Fast forward to Saturday’s battle with the Spartans and hold your breath. Shaun Crawford, generally regarded as a quality choice for a young guy at cornerback, is gone. In his freshman year last year, he was lost with an ACL tear before the season started. This season as a sophomore, his campaign lasted five quarters before a torn Achilles tendon in his left leg sidelined him.
Coleman, a 6-foot, 195-pound sophomore, was beaten on a 44-yard pass play by Nevada’s less-than-spectacular offense, to add another bit of skepticism to the equation.
Quarterback Tyler O’Connor and receivers Felton Davis (6-foot-4, 192 pounds) and Monty Madaris (6-1, 207) will likely provide some significant challenges for what should be a gun-shy Coleman.
Still, Coleman stubbornly refuses to give in to the idea that the struggles of the last two weeks have impacted him even the least little bit.

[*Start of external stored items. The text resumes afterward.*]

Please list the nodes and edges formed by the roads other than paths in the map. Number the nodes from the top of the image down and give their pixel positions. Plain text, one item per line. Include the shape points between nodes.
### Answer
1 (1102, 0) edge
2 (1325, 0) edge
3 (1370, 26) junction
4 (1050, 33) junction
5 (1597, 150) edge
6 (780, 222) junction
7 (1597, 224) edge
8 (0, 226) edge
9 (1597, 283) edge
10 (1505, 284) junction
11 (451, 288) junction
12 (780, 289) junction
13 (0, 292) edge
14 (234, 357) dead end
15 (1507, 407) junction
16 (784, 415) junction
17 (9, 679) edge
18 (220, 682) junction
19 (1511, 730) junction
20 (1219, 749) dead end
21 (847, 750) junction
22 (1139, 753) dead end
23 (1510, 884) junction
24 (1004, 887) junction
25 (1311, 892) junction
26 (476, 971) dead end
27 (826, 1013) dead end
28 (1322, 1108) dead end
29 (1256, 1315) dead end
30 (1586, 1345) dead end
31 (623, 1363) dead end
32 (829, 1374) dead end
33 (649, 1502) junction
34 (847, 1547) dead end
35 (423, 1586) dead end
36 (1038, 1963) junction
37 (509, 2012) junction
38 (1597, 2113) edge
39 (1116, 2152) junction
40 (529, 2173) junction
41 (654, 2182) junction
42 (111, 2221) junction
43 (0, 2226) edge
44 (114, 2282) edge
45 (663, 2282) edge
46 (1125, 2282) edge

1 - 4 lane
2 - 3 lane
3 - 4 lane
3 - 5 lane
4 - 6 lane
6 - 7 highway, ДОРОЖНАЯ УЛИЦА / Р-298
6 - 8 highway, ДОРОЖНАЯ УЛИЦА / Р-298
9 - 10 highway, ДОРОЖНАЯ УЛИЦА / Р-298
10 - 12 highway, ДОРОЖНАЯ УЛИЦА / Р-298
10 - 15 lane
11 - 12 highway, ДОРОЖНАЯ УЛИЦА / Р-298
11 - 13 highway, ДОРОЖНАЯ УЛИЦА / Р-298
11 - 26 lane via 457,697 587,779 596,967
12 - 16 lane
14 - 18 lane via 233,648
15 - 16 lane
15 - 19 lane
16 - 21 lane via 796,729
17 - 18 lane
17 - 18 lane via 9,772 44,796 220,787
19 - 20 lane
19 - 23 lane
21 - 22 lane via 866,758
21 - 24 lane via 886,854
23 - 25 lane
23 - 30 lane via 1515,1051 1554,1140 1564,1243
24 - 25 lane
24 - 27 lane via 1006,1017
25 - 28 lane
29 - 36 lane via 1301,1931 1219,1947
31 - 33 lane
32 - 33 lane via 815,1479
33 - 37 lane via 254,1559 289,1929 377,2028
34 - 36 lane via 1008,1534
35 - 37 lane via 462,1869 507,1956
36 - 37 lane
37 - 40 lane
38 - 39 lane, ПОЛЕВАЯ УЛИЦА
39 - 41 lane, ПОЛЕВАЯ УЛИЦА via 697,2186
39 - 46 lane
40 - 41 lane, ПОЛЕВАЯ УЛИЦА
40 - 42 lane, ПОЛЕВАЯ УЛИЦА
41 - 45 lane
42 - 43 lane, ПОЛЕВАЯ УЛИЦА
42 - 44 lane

“Texas wasn’t the start we wanted to have; me personally,” said Coleman, who hails from Dayton, Ohio. “It was just a big learning experience. We looked over the film a couple times, then it was on to Nevada.
“I’m still learning, but I’m working hard every day to be dependable.”
Coleman, who had five tackles and a pass break-up against Nevada, rose to the occasion against the Wolf Pack.
“Shaun, being one of my best friends, it was hard to (see him get hurt),” Coleman said. “In the heat of the game, you just have to keep going. My name was called. There’s no breaking stride, I had to keep going. I thought I did fine.”
Even though it might be considered a weakness to admit it, logic says the Irish secondary will need help Saturday. If the front seven can corral Michigan State’s running game – which is vulnerable, given some gaps in the offensive line – it would allow Notre Dame to get into special packages with extra defensive backs when passing is expected.
“As a corner, there’s really no lack of confidence,” Coleman said. “(Texas) was a tough game, but it was just on to the next one. (The poor performance) didn’t hurt me at all. I’m fine now. I’m back now.
“It took me about 24 hours and (the Texas game) was completely out of my mind. I felt back to normal.
“(That mindset) is what we work on every day as a DB group. Coach is always talking about us being the toughest on the field. That was just another test.
“I’ve never gotten too down on myself (throughout) my life. Here, it’s always been about being the toughest guy.”
Whether or not he’ll be the toughest guy on the field Saturday will be up for debate. What won’t be questioned is that, if the Spartan coaches have done their homework, Coleman will be picked on quite a bit. With senior Cole Luke at the other corner, even someone in the media could figure out a direction for the passing attack.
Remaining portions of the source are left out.